Pour mieux brouiller les cartes, ce proche de Fabius impute à DSK, tout en la critiquant, la démarche d'importation en France des meilleures pratiques sociales démocrates d'Europe du Nord qui sont le bread and butter de ce modeste blog...
Il cite notamment le fait de privilégier le "contrat" sur l'action de l'Etat: DSK mentionne cette approche mais il n'en a nullement le monopole et Ségolène Royal a précisément développé une démarche participative d'envergure visant précisément à introduire le syndicalisme de masse en France (en Europe du Nord 80% de syndiqués, en France 8%).
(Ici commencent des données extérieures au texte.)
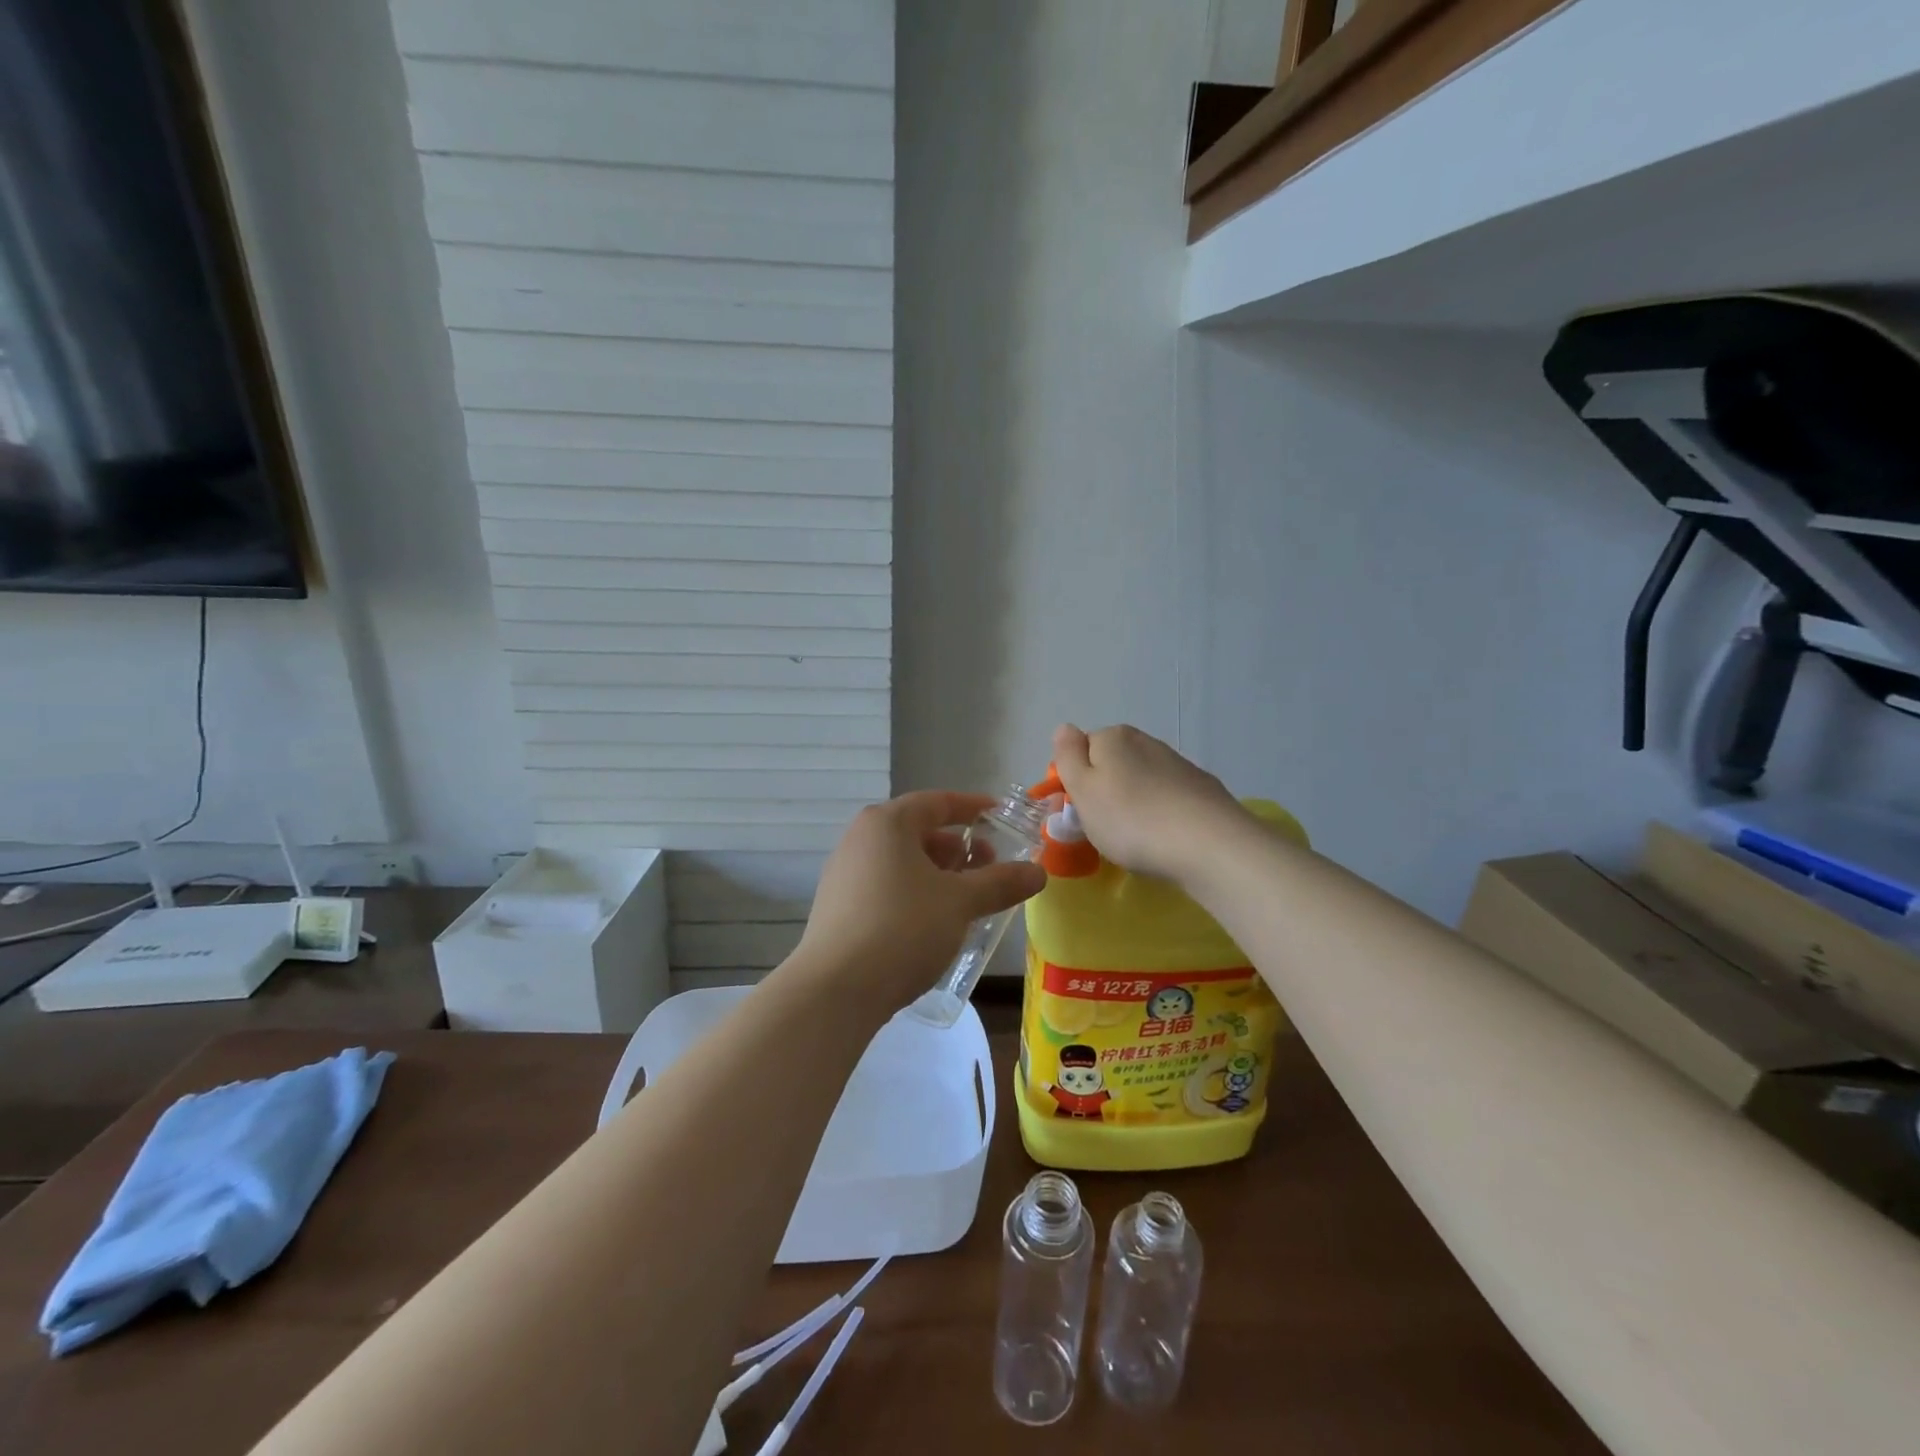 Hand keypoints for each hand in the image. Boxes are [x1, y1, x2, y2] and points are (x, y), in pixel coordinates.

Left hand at [794, 791, 1047, 1014]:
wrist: (836, 990)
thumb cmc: (903, 928)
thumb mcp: (960, 903)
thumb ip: (1001, 882)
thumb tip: (1038, 871)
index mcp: (888, 823)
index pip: (937, 802)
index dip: (973, 807)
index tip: (1000, 816)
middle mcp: (861, 839)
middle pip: (918, 832)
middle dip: (958, 847)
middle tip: (990, 868)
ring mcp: (844, 873)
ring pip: (902, 862)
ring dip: (938, 874)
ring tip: (967, 899)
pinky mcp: (838, 907)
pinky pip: (886, 886)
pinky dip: (916, 893)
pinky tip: (934, 922)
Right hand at [1050, 723, 1249, 883]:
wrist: (1209, 844)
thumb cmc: (1131, 820)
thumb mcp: (1083, 789)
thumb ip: (1068, 756)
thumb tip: (1064, 728)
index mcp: (1112, 737)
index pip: (1080, 750)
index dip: (1073, 781)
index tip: (1074, 813)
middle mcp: (1145, 741)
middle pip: (1111, 764)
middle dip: (1103, 792)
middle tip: (1101, 830)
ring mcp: (1178, 764)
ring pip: (1140, 781)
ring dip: (1132, 803)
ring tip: (1134, 839)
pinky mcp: (1202, 789)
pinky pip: (1167, 798)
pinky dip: (1160, 813)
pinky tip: (1164, 837) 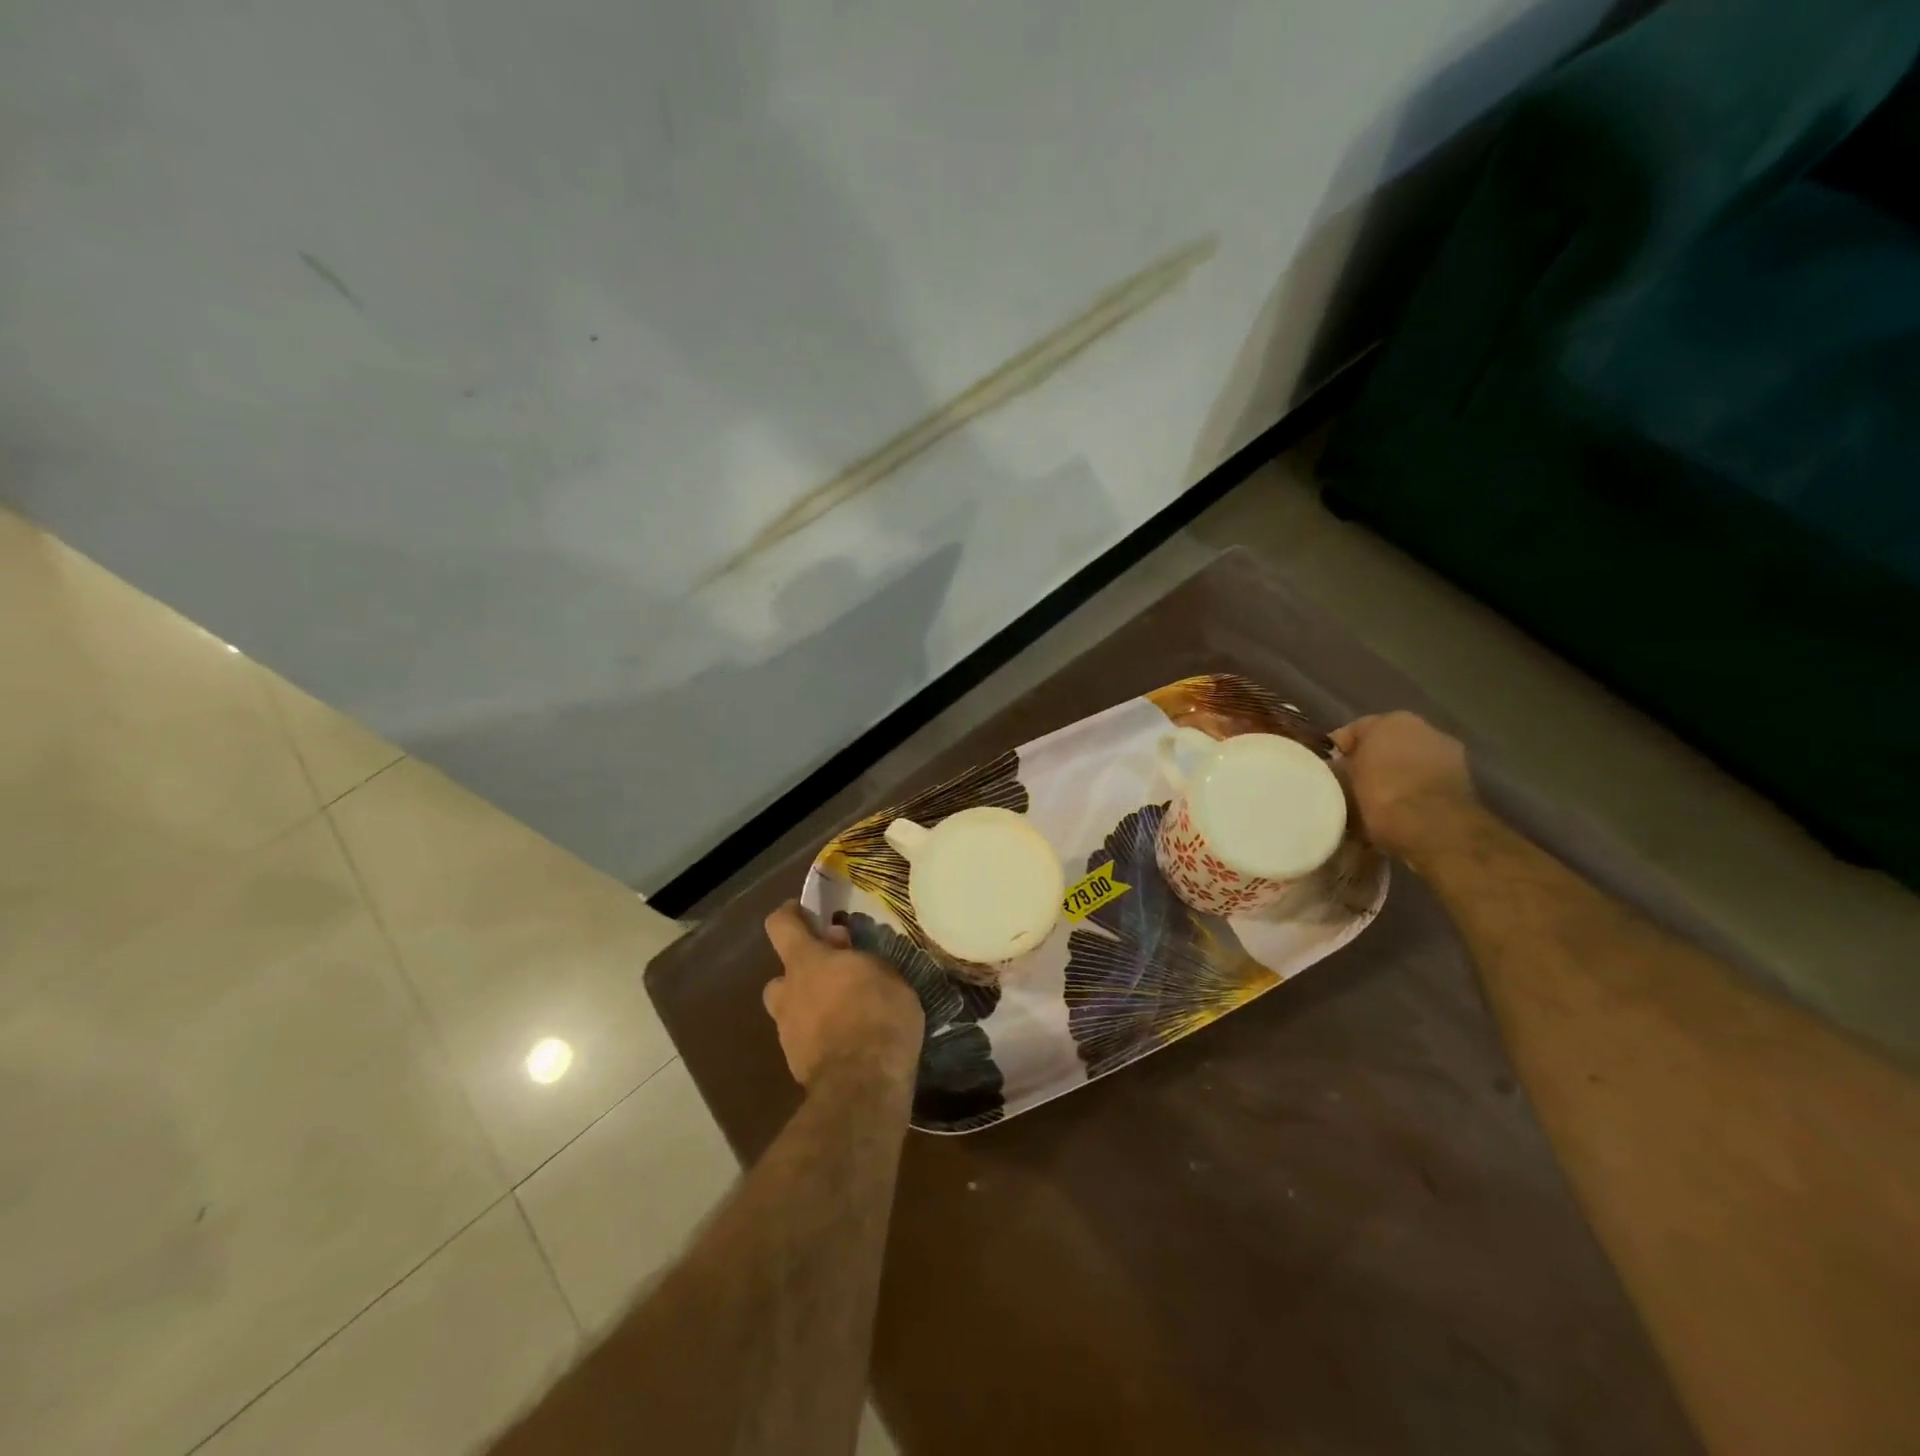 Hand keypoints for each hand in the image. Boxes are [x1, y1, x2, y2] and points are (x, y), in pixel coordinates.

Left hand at [762, 902, 923, 1089]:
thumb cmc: (879, 1015)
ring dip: (808, 1009)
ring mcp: (788, 1032)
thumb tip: (840, 944)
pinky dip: (819, 1039)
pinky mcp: (796, 1065)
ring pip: (790, 1012)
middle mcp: (788, 993)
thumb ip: (860, 957)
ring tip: (843, 1016)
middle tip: (833, 978)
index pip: (781, 926)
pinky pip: (804, 1041)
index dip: (789, 915)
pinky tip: (847, 1044)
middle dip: (802, 976)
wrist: (863, 1084)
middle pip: (781, 976)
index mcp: (807, 962)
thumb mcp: (886, 973)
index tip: (803, 912)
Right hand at [1329, 712, 1478, 862]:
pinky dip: (1414, 793)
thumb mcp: (1342, 781)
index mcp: (1390, 720)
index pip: (1353, 732)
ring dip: (1394, 778)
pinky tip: (1399, 814)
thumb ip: (1338, 769)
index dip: (1336, 752)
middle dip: (1369, 763)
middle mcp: (1424, 728)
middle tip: (1349, 788)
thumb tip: (1334, 770)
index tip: (1324, 773)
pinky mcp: (1464, 781)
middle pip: (1385, 745)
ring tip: (1374, 805)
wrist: (1433, 828)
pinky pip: (1426, 783)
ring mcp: (1448, 754)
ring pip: (1408, 765)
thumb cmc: (1381, 795) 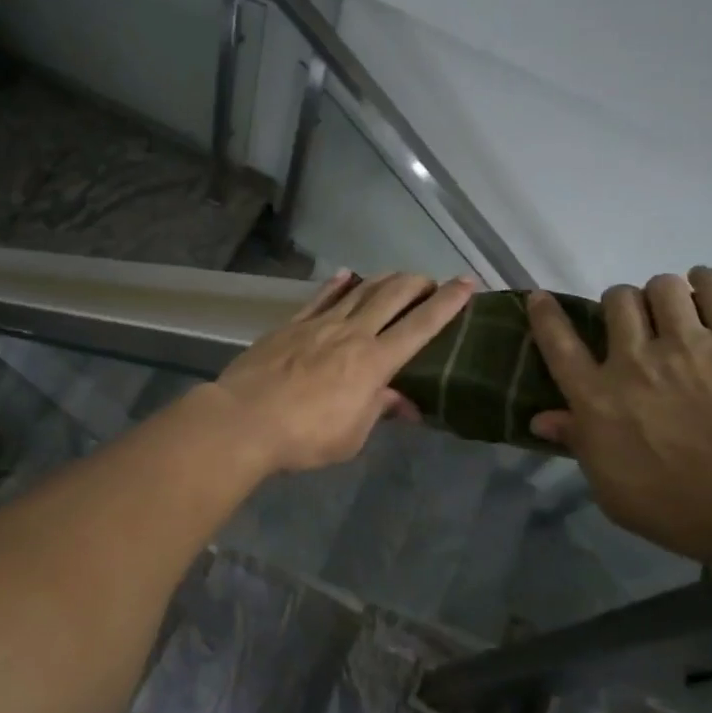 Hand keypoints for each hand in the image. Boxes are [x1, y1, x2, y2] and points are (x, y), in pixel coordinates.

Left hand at [209, 270, 475, 474]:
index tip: (467, 283)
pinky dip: (337, 284)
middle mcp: (352, 333)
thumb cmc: (304, 437)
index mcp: (374, 362)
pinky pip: (319, 297)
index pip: (421, 326)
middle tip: (431, 282)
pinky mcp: (291, 324)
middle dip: (417, 284)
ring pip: (359, 290)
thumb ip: (378, 410)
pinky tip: (346, 275)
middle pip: (392, 296)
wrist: (244, 420)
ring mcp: (319, 324)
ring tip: (398, 276)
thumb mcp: (351, 436)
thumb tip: (403, 402)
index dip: (448, 303)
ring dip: (383, 279)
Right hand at [527, 268, 711, 562]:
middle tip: (636, 325)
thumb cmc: (684, 510)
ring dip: (661, 295)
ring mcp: (686, 345)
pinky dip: (704, 282)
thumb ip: (580, 446)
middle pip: (615, 301)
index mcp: (598, 398)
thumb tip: (542, 419)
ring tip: (675, 311)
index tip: (540, 298)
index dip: (545, 316)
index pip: (558, 344)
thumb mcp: (614, 492)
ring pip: (661, 287)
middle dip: (620, 306)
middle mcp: (634, 361)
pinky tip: (705, 291) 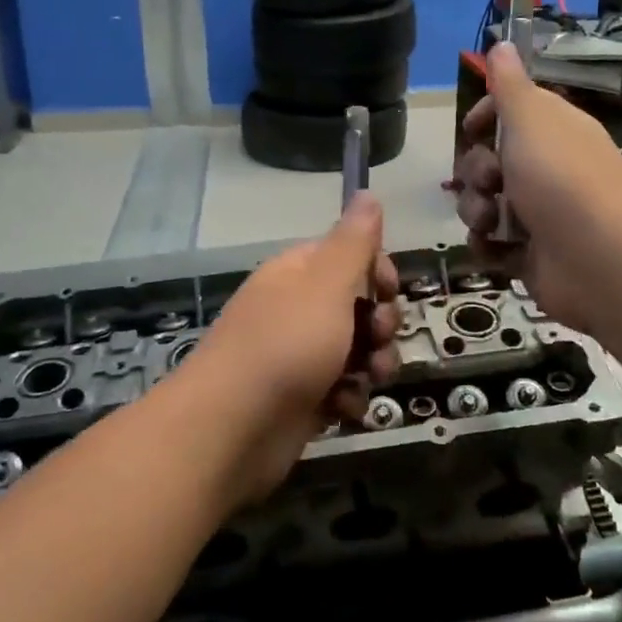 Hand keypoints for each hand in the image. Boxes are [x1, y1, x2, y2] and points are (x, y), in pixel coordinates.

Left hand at [180, 193, 400, 501]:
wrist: (231, 429)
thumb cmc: (285, 346)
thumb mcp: (326, 285)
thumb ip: (353, 242)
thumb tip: (368, 192)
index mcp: (298, 274)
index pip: (349, 256)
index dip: (377, 270)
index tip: (390, 291)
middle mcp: (297, 310)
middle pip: (358, 305)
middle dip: (380, 323)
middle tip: (378, 338)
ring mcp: (298, 357)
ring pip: (356, 351)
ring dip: (373, 364)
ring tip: (370, 379)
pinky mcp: (302, 400)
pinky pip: (341, 390)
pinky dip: (349, 399)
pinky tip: (344, 409)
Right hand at [453, 42, 621, 331]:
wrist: (597, 260)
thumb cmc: (561, 179)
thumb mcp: (532, 119)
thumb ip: (510, 85)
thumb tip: (503, 42)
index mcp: (554, 132)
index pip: (511, 114)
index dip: (486, 117)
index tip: (471, 128)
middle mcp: (547, 169)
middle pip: (488, 160)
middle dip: (477, 172)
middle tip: (492, 181)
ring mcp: (538, 213)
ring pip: (483, 202)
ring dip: (477, 211)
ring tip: (494, 223)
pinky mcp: (528, 253)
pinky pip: (490, 242)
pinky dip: (488, 246)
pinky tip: (498, 249)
Pour finir maintenant sur une touche humoristique... Cet article me rappelle ce magnifique album de Tintin intitulé "Les cigares du Pharaon", que j'ai dévoré à l'âge de 6 ans... Dans cet album, un fou dangereux se prend pour Ramsès II...
Pourquoi ne pas se prendre pour Moïse ? ;-)
Cette primaire socialiste est digne d'une bande dessinée !...
François Alex
Paris, le 27 octobre 2006

Henri Weber, secrétaire national du PS et député européen, proche de Laurent Fabius
Henri Weber, 62 ans, est député européen. Ce proche de Laurent Fabius estime que son mentor n'est pas hors course pour l'investiture socialiste pour 2007.
Laurent Fabius est toujours scotché au plancher des sondages. Qu'est-ce qui l'empêche de décoller ?
Si Moïse avait disposé de sondages, les Hébreux seraient toujours esclaves en Egypte, disait le président Truman ! La valeur prédictive des sondages est nulle, a fortiori lorsqu'ils concernent les adhérents du PS dont il n'existe aucun échantillon représentatif... Le résultat du vote en étonnera plus d'un.
Vous voulez dire que Fabius a encore une chance d'être désigné ?
Je sens que les choses commencent à bouger. Laurent Fabius tente avec obstination de donner une expression politique à la résistance du peuple de gauche. Et au fil des débats, on voit bien que des lignes politiques différentes s'expriment.
Comment qualifieriez-vous celle de Ségolène Royal ? De «populiste» ?
Ségolène Royal a dit qu'il y avait beaucoup à apprendre de Tony Blair. A la suite de Bill Clinton, Blair a mis en oeuvre une stratégie de «triangulation», comme on dit en sociologie politique. Mais on peut aussi bien parler de stratégie «attrape-tout» ! Il s'agit de s'approprier les thèmes de l'adversaire, réputés électoralement les plus rentables, et de les amalgamer aux siens propres. C'est ce que fait Royal avec les signaux qu'elles envoient sur l'encadrement militaire, la carte scolaire ou les 35 heures.
Pour Blair et Clinton, cela a été une tactique gagnante...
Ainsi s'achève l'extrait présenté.